Penanya yang budiman, semoga Allah SWT menurunkan rahmat-Nya untuk kita semua. Sebagaimana kita ketahui bersama bahwa lazimnya nama yang dicantumkan di belakang nama seseorang adalah orang tuanya, terutama bapak kandung yang bersangkutan. Pencantuman itu adakalanya dibubuhi dengan “bin”, “binti”, atau tanpa itu semua. Nama anak itu digandeng langsung dengan nama orang tuanya. Ada juga yang menyandingkan namanya dengan nama kedua orang tuanya sekaligus seperti Abdullah bin Ubay bin Salul.

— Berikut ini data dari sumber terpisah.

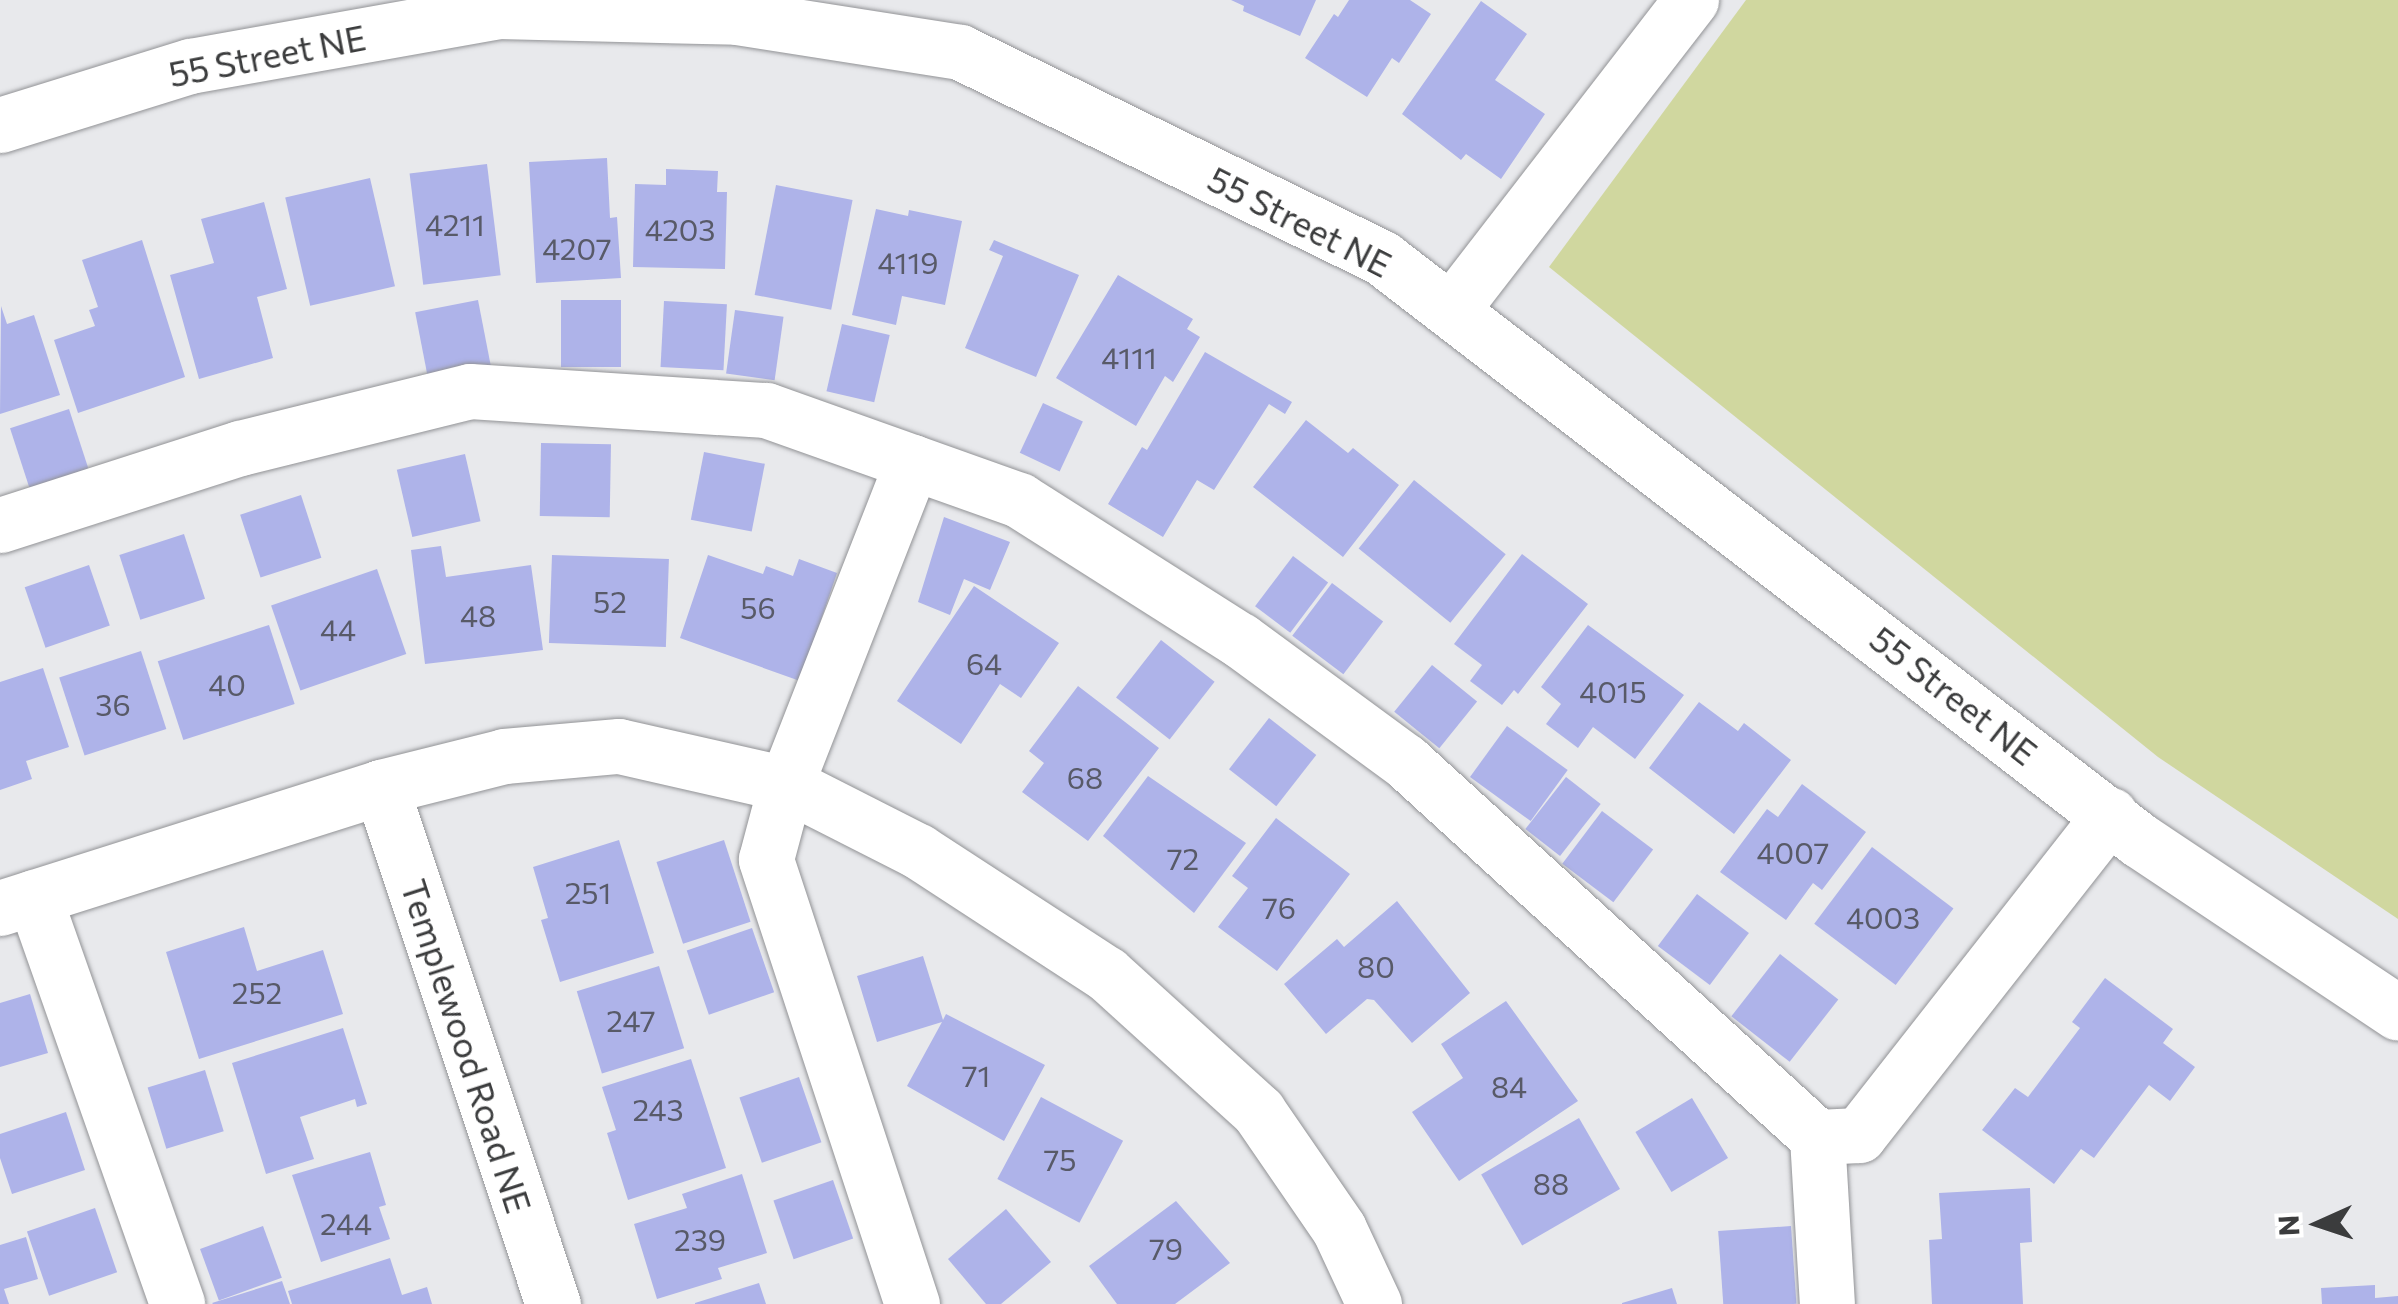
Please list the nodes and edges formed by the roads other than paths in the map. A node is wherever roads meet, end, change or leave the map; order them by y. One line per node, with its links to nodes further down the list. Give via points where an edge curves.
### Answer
1 (1691, 0): 4 (street)
2 (739, 9): 3 (street, 55 Street NE, via 498,11 190,66); 4 (street, 55 Street NE, via 960,52 1382,258)
3 (0, 126)
4 (1452, 309): 9 (street, 55 Street NE)
5 (912, 462): 6 (street, via 766,410 470,391 240,448); 7 (street); 12 (street, via 1019,500 1240,640 1405,761)
6 (0, 525)
7 (786, 784): 8 (street, via 619,746 504,756); 15 (street, via 766,859); 16 (street, via 918,851 1107,974 1258,1110 1339,1230)
8 (381, 787): 10 (street); 14 (street, Templewood Road NE)
9 (2110, 815): 11 (street, 55 Street NE); 12 (street, via 1859,1134)
10 (17, 903): 13 (street)
11 (2398, 1013)
12 (1817, 1137): 17 (street)
13 (177, 1304)
14 (553, 1304)
15 (912, 1304)
16 (1374, 1304)
17 (1828, 1304)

قوله على ابن أبي وكان رئيس الخزرج وينسب لأيبه وأمه. فأبوه أبي وأمه سلول. وكان اسمه عبد الله اهـ شيخنا
Artinya, “(Abdullah bin Ubay bin Salul) bin Ubay adalah pemuka Khazraj. Ia dinisbahkan kepada bapak dan ibunya. Bapaknya bernama Ubay. Ibunya bernama Salul. Namanya sendiri adalah Abdullah sebagai keterangan guru kami,” (Lihat Syekh Sulaiman Umar Al-Jamal, Al-Futuhatul Ilahiyah bi Taudhihi Tafsiril Jalalain lid Daqa’iqil Khafiyyah, Beirut, Darul Fikr, 2003 M/1423 H, juz III halaman 302).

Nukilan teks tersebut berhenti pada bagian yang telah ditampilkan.